Patient and Oncology Nurse Preferences for the Treatment Options in Advanced Melanoma: A Discrete Choice Experiment: Explores the trade-offs and risks stakeholders are willing to accept as well as the perceived benefits of treatment in melanoma.

Real-World Cost Difference in Patients with Psoriasis Newly Initiating Apremilast vs. Biologic Treatment After Conventional Systemic Therapy: A retrospective analysis of German Sickness Funds that won a blue ribbon award at ISPOR Copenhagen, 2019.

Evaluation of Treatment Patterns of Fabry Disease Utilizing Medical Claims Analysis:  A database analysis of German Sickness Funds.

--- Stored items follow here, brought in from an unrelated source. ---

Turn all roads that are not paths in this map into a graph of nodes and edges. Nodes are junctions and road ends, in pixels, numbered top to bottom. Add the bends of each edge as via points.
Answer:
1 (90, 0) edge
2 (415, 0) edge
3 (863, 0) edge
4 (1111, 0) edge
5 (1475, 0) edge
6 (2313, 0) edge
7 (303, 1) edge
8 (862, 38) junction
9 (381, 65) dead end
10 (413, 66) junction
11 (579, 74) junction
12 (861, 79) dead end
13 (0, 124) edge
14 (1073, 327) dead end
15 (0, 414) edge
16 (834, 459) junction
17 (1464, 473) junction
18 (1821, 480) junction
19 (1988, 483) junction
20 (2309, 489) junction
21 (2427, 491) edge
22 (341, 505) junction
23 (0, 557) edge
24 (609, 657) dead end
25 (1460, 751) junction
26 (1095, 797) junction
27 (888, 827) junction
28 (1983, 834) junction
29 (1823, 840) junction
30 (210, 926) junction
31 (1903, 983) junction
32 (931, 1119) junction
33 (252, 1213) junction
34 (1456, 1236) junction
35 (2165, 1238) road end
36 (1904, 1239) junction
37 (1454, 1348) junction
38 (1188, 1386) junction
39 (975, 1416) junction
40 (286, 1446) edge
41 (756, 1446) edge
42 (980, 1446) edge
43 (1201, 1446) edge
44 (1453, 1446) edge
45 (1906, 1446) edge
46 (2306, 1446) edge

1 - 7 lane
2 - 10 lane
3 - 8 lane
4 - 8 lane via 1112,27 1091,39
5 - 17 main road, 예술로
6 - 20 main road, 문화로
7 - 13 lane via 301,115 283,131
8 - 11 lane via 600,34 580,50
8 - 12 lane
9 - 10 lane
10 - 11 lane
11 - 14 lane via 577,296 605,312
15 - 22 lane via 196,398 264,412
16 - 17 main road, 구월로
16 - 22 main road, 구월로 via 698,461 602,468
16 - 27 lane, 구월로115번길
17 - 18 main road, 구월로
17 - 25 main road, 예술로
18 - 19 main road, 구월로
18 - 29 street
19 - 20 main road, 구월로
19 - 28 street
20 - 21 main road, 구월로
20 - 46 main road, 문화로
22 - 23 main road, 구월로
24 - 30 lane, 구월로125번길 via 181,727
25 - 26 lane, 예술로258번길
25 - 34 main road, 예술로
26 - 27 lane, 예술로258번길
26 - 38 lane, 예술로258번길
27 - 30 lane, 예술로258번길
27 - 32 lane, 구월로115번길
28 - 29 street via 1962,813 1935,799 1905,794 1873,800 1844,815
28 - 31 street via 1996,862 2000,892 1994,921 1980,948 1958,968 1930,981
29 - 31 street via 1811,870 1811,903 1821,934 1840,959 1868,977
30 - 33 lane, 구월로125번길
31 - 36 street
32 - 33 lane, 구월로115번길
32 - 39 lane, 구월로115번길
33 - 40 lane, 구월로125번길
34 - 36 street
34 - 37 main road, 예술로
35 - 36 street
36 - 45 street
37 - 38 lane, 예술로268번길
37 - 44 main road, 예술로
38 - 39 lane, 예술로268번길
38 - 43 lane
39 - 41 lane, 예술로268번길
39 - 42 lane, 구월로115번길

=== Data and analytics ===
Cerner Enviza owns several proprietary data sources and was an early adopter of clinical and patient-reported data integration, presenting regularly at industry events on these topics.

National Health and Wellness Survey are considered the largest database of nationally projectable, patient-reported information regarding health. It is available in 12 countries.

Oncology Data Sources: CancerMPact, Cancerology provides a detailed analysis of patient segments, treatment patterns, and the competitive landscape for global oncology markets.

EpiDatabase: An epidemiology database that covers more than 190 indications in major healthcare markets around the world. It is used by 16 of the top 20 global pharmaceutical companies, as defined by Pharmaceutical Executive magazine in 2010.

Clarity: Claritas links patient-reported outcomes, claims, and electronic health records for integrated analysis at a patient level for multiple diseases.